▶ _Task details_: Retype, without any change, the line that contains "I need the junctions" and every line that follows it to the end of the entries, and nothing else.

━━━━━ Dataset entries ━━━━━

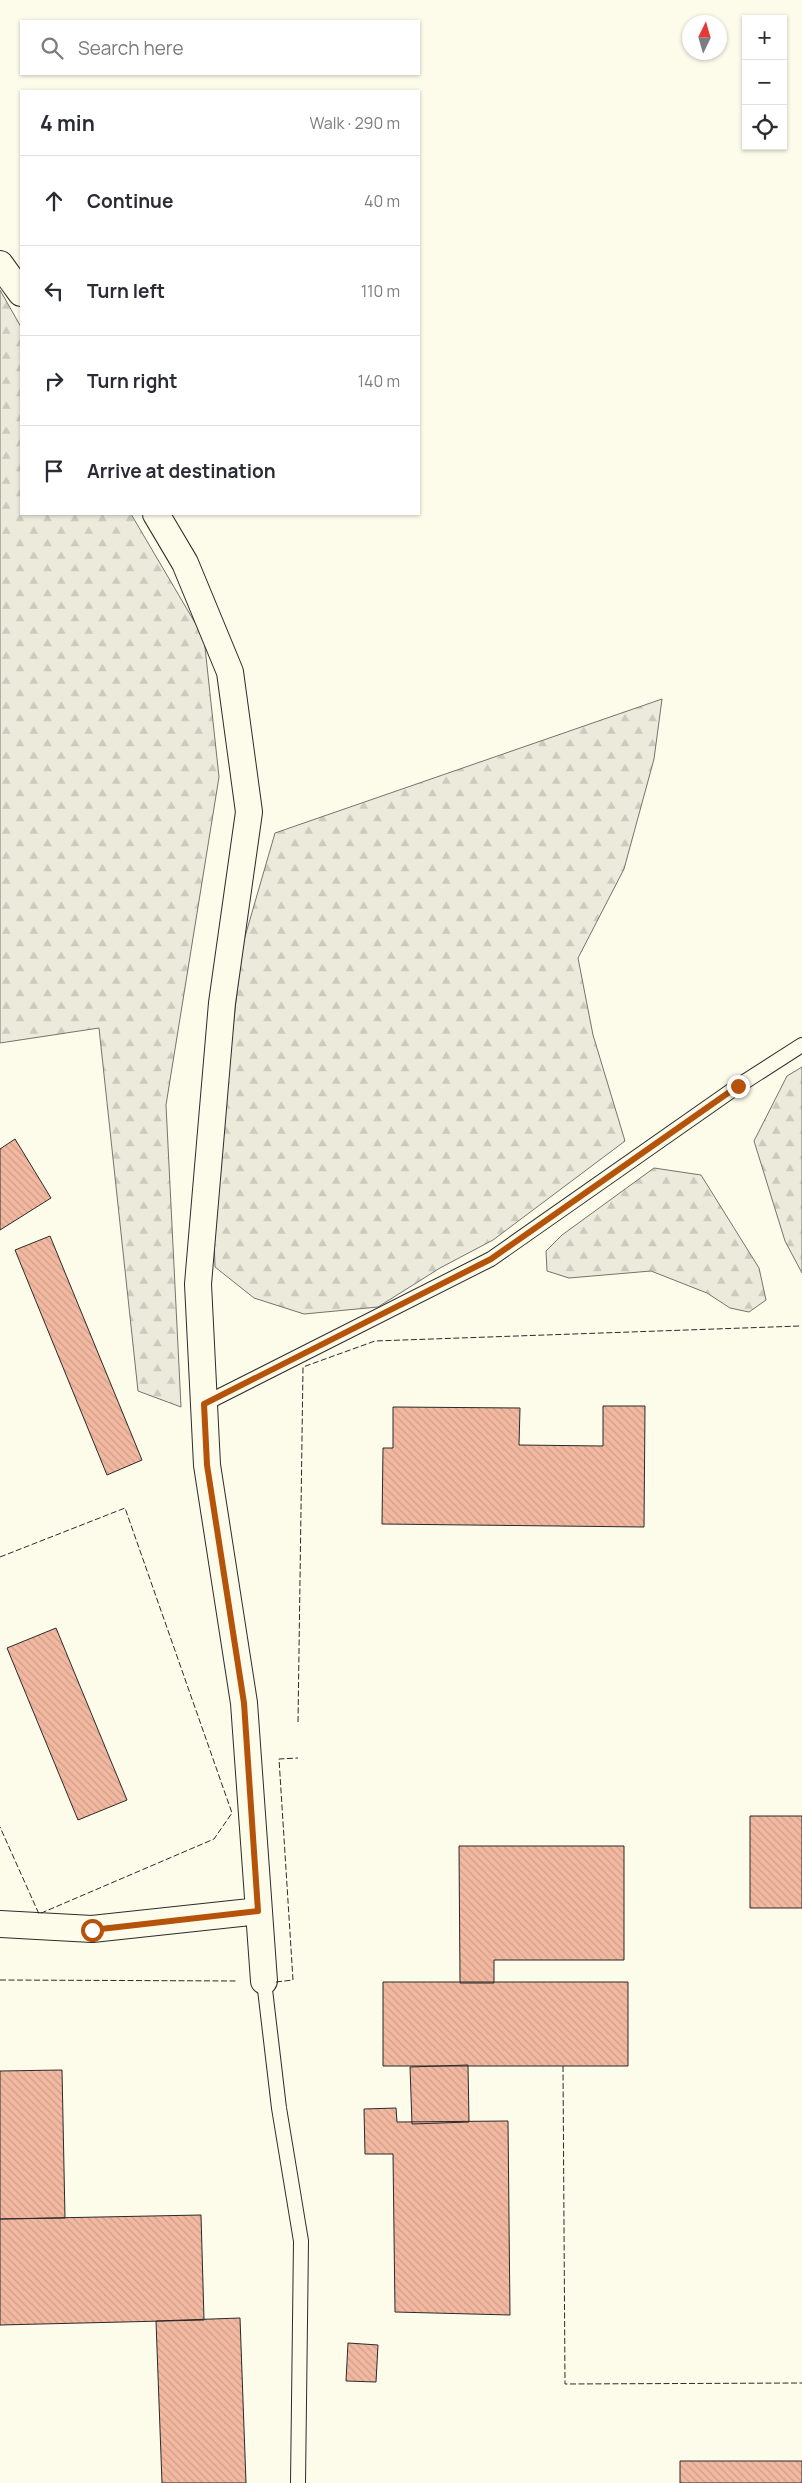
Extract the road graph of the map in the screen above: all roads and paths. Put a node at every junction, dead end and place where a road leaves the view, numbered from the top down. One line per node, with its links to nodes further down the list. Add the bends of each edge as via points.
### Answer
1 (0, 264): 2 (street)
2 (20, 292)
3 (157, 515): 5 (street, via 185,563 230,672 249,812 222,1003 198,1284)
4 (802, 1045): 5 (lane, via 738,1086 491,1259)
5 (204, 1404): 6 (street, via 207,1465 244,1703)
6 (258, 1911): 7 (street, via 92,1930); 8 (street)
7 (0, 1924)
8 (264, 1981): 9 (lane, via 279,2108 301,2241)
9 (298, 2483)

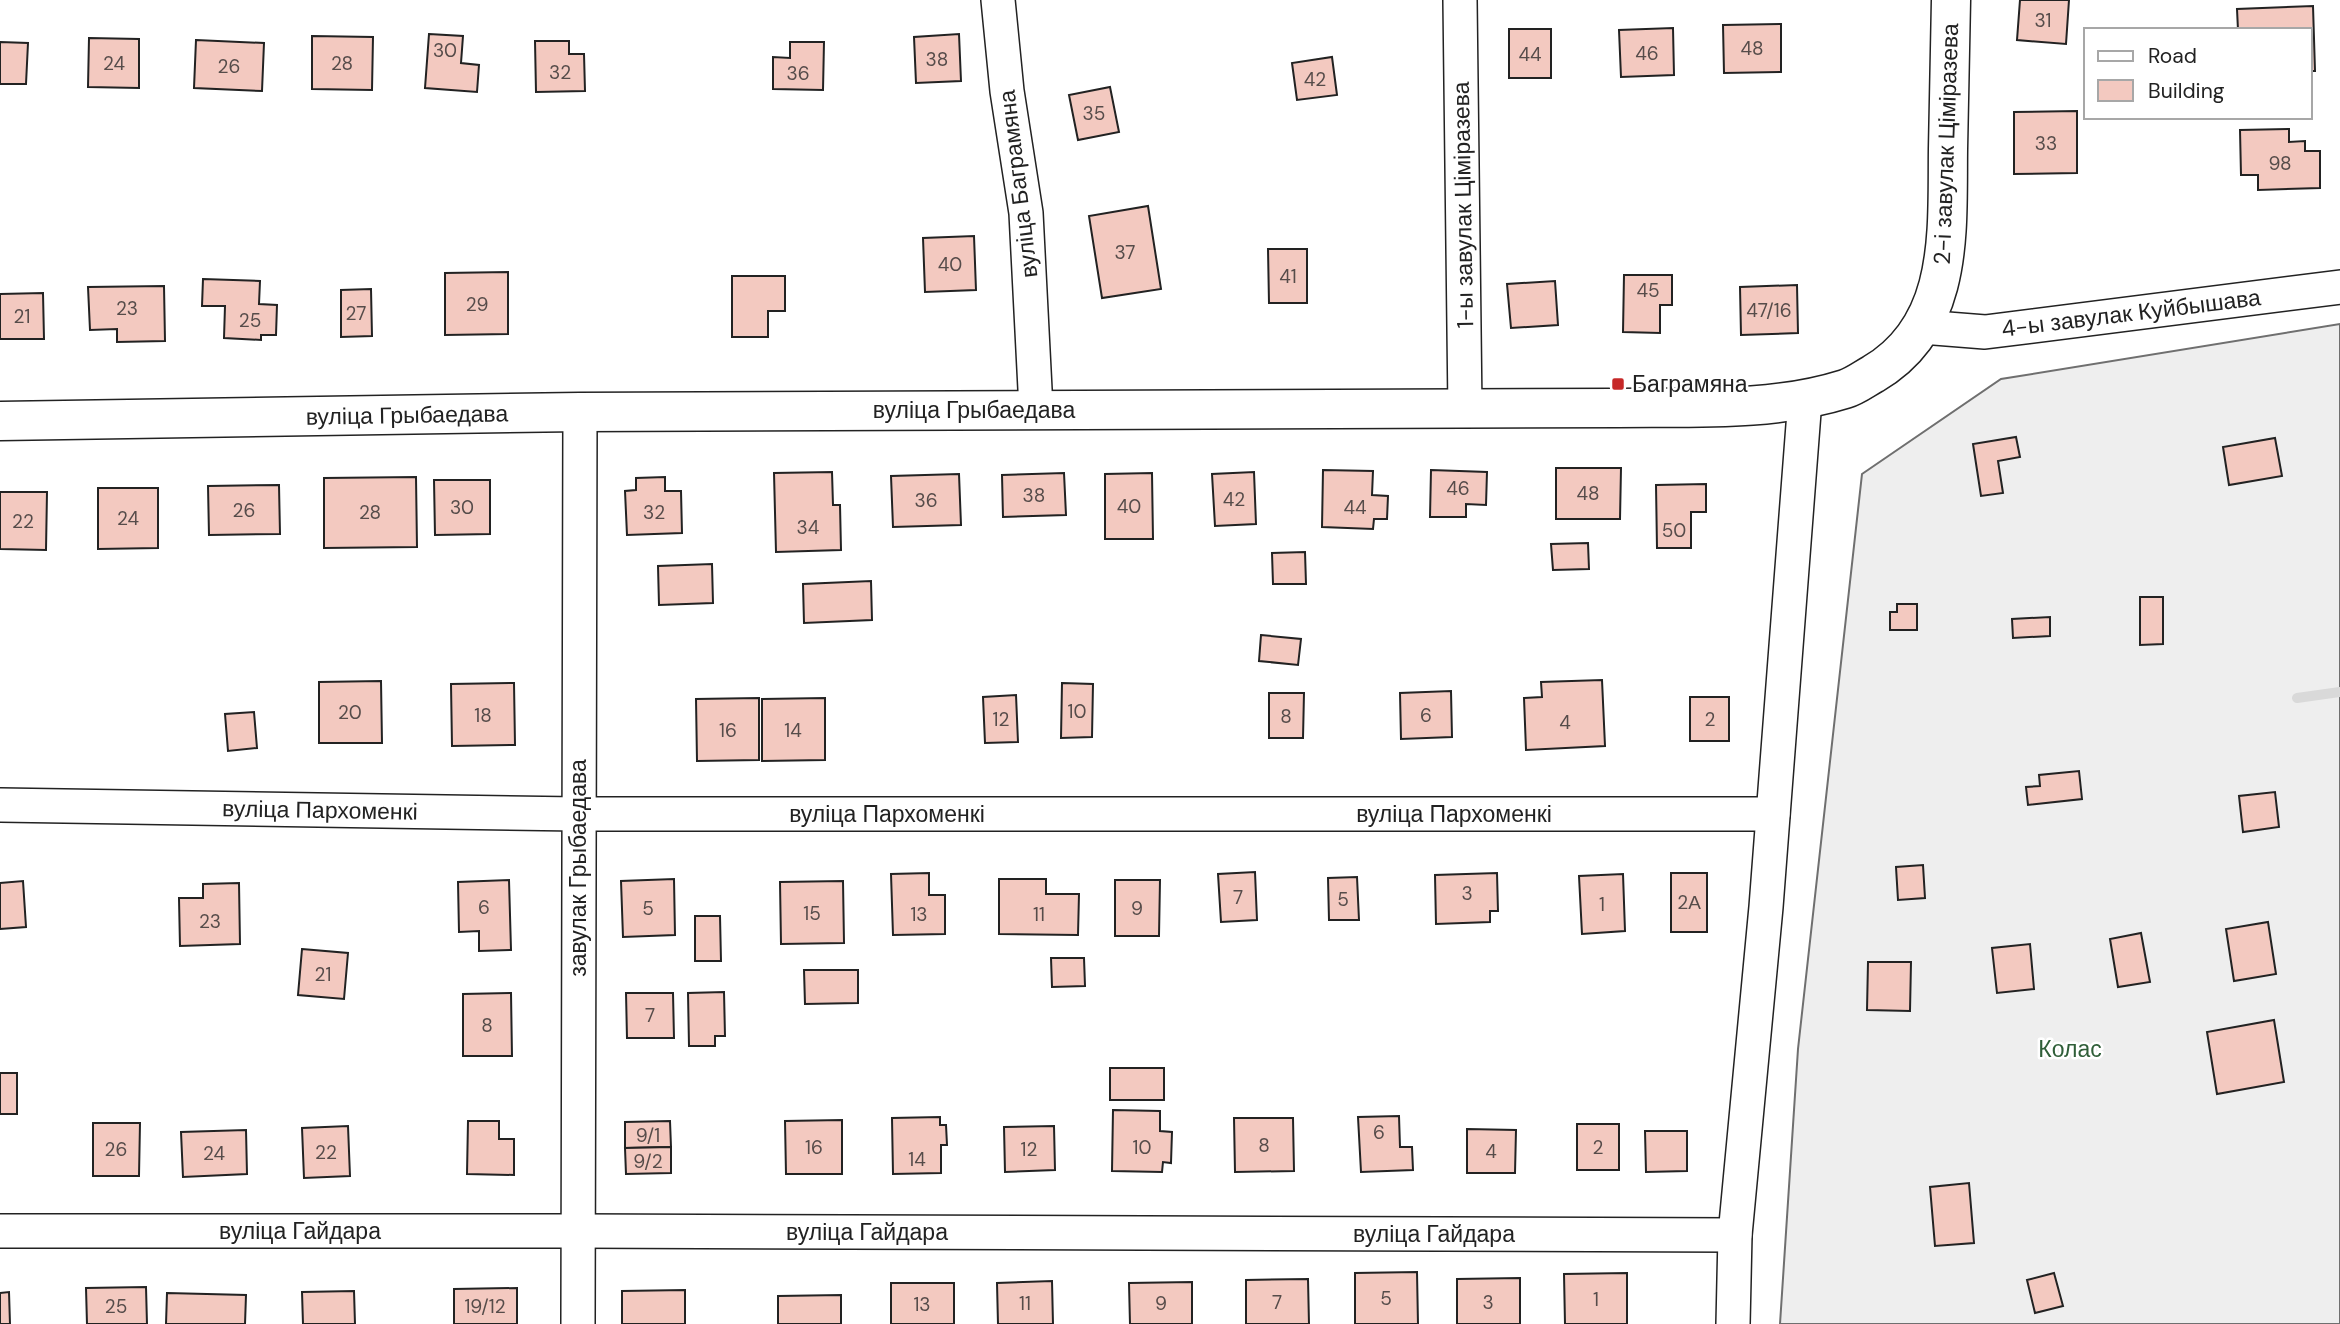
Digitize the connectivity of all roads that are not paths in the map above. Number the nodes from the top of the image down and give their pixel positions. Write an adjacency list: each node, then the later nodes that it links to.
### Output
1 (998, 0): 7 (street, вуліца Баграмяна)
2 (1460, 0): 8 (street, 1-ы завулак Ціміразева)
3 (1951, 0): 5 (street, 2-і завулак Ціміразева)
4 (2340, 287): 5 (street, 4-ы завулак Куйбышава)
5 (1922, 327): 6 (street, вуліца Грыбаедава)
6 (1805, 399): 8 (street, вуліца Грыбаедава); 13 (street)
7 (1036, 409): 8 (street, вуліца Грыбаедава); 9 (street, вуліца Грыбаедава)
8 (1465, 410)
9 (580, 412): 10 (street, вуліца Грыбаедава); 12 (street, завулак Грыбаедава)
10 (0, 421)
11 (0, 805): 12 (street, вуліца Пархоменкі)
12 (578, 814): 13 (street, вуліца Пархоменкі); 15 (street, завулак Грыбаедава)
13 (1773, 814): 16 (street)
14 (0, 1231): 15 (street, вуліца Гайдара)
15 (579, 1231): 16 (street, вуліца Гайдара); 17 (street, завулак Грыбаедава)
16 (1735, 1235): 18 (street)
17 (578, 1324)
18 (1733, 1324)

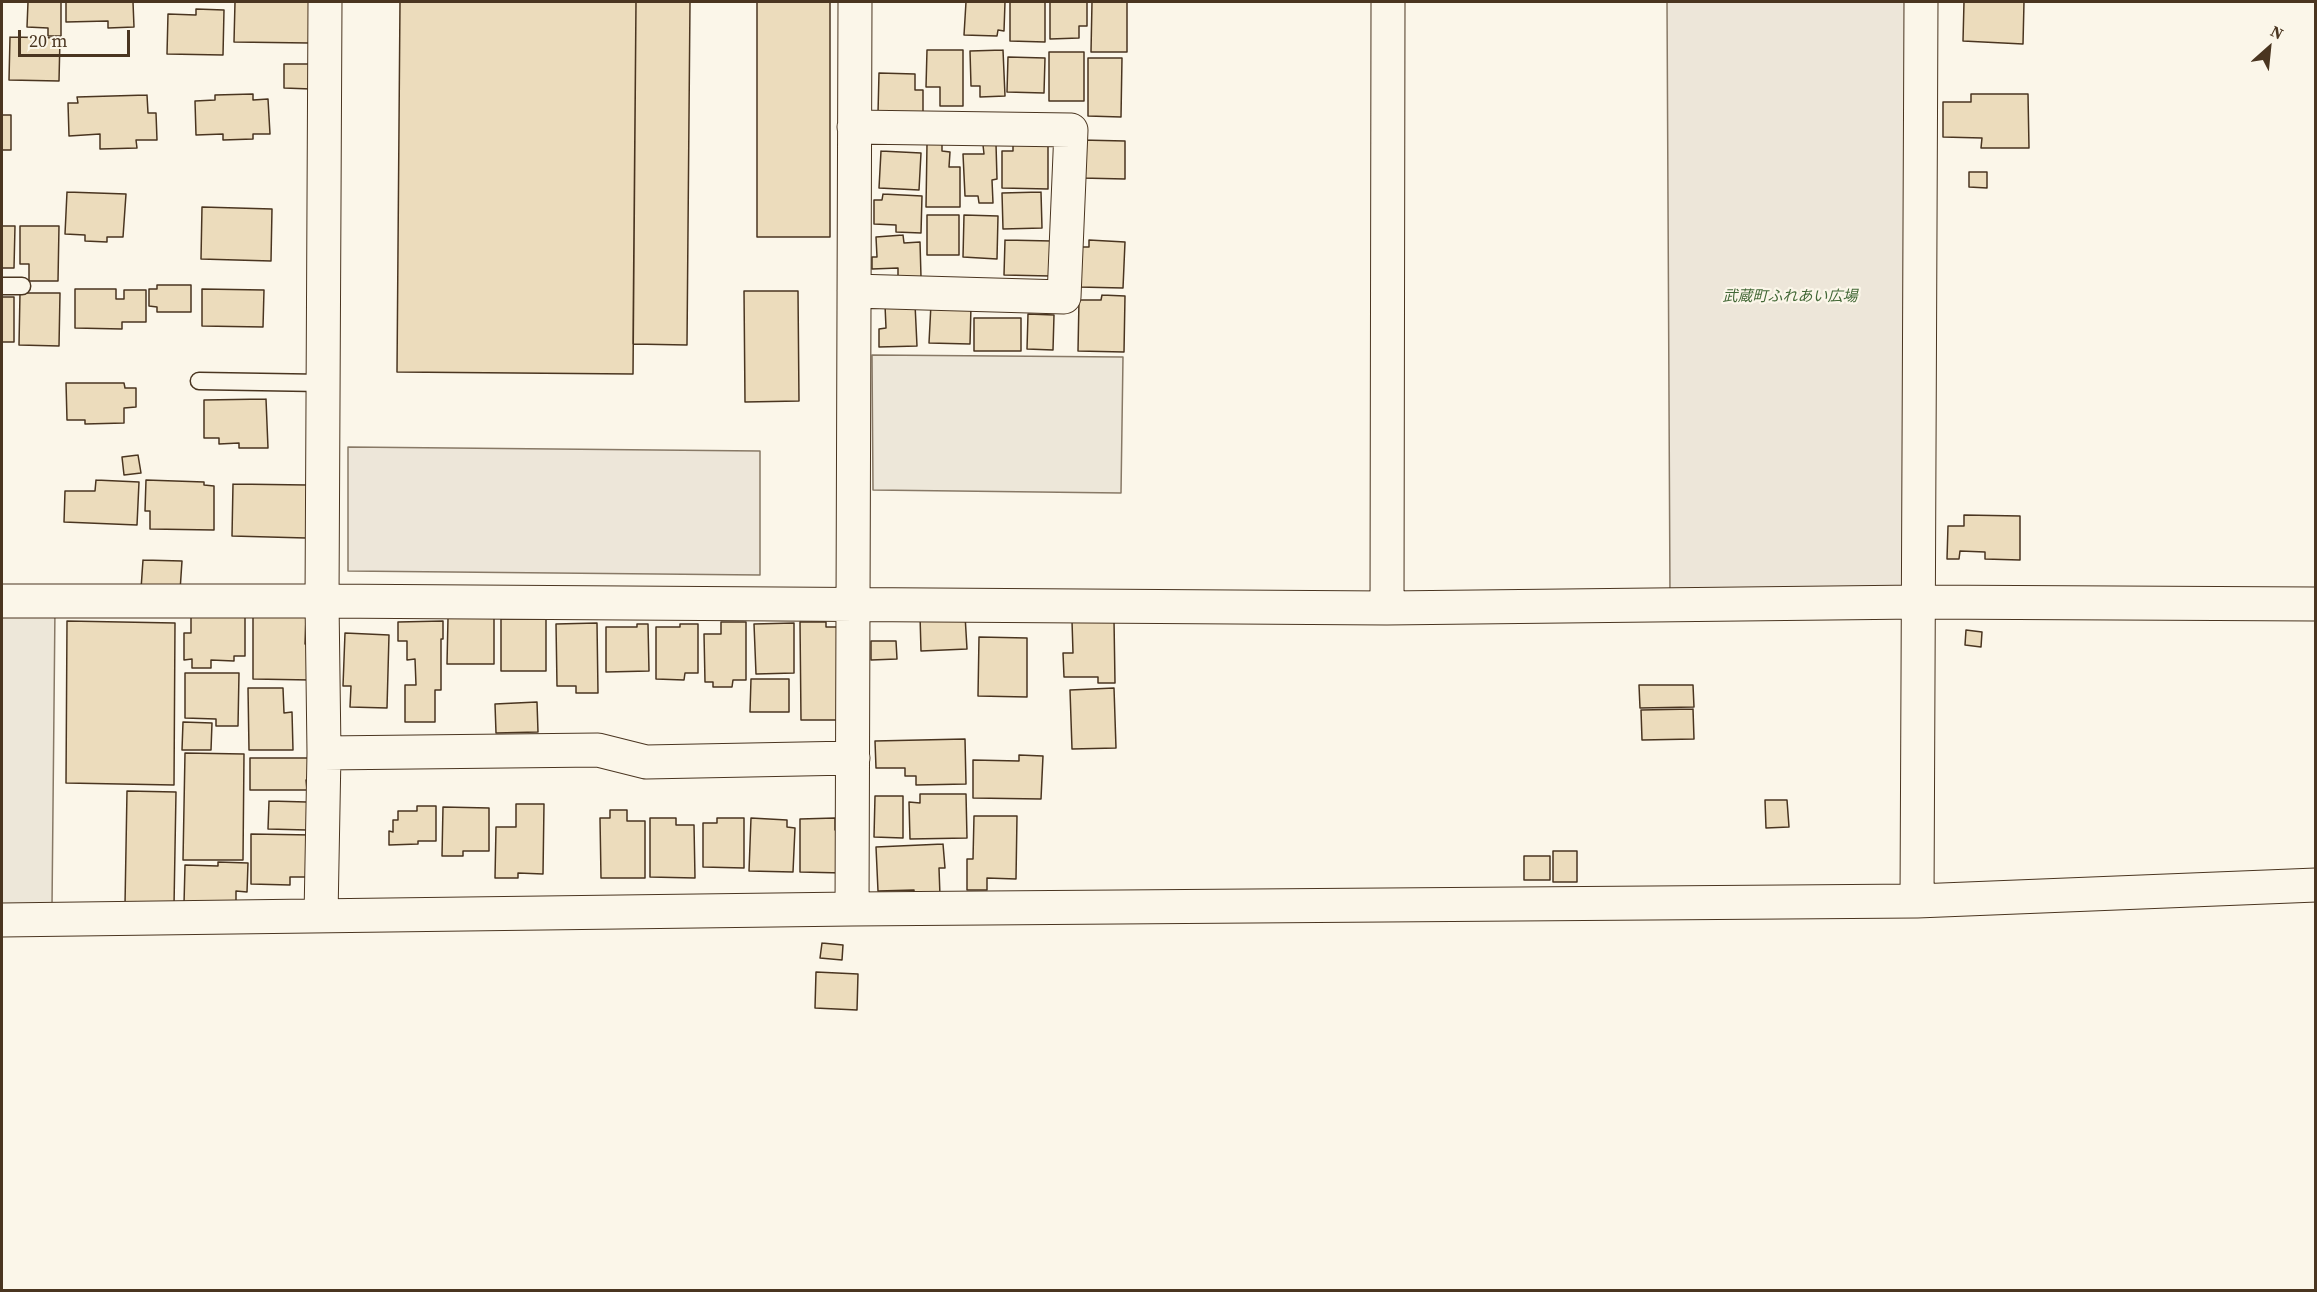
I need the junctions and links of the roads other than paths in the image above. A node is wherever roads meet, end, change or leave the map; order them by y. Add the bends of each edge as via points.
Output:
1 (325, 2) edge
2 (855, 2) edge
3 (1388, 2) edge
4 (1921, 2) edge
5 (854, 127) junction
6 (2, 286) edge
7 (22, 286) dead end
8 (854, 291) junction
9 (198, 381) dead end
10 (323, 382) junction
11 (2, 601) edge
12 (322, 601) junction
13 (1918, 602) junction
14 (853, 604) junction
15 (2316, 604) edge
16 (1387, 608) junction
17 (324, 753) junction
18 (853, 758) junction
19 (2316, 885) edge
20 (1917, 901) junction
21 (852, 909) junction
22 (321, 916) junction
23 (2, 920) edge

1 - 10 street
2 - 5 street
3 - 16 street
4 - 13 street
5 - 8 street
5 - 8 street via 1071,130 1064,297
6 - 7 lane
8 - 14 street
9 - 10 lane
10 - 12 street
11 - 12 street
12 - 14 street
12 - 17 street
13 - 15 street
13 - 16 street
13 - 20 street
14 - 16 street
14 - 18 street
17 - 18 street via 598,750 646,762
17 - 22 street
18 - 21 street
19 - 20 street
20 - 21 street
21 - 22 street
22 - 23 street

━━━━━

▶ _Reply_:
I need the junctions and links of the roads other than paths in the image above. A node is wherever roads meet, end, change or leave the map; order them by y. Add the bends of each edge as via points.
Output:
1 (325, 2) edge
2 (855, 2) edge
3 (1388, 2) edge
4 (1921, 2) edge
5 (854, 127) junction
6 (2, 286) edge
7 (22, 286) dead end
8 (854, 291) junction
9 (198, 381) dead end
10 (323, 382) junction
11 (2, 601) edge
12 (322, 601) junction
13 (1918, 602) junction
14 (853, 604) junction
15 (2316, 604) edge
16 (1387, 608) junction
17 (324, 753) junction
18 (853, 758) junction
19 (2316, 885) edge
20 (1917, 901) junction
21 (852, 909) junction
22 (321, 916) junction
23 (2, 920) edge

1 - 10 street
2 - 5 street
3 - 16 street
4 - 13 street
5 - 8 street
5 - 8 street via 1071,130 1064,297
6 - 7 lane
8 - 14 street
9 - 10 lane
10 - 12 street
11 - 12 street
12 - 14 street
12 - 17 street
13 - 15 street
13 - 16 street
13 - 20 street
14 - 16 street
14 - 18 street
17 - 18 street via 598,750 646,762
17 - 22 street
18 - 21 street
19 - 20 street
20 - 21 street
21 - 22 street
22 - 23 street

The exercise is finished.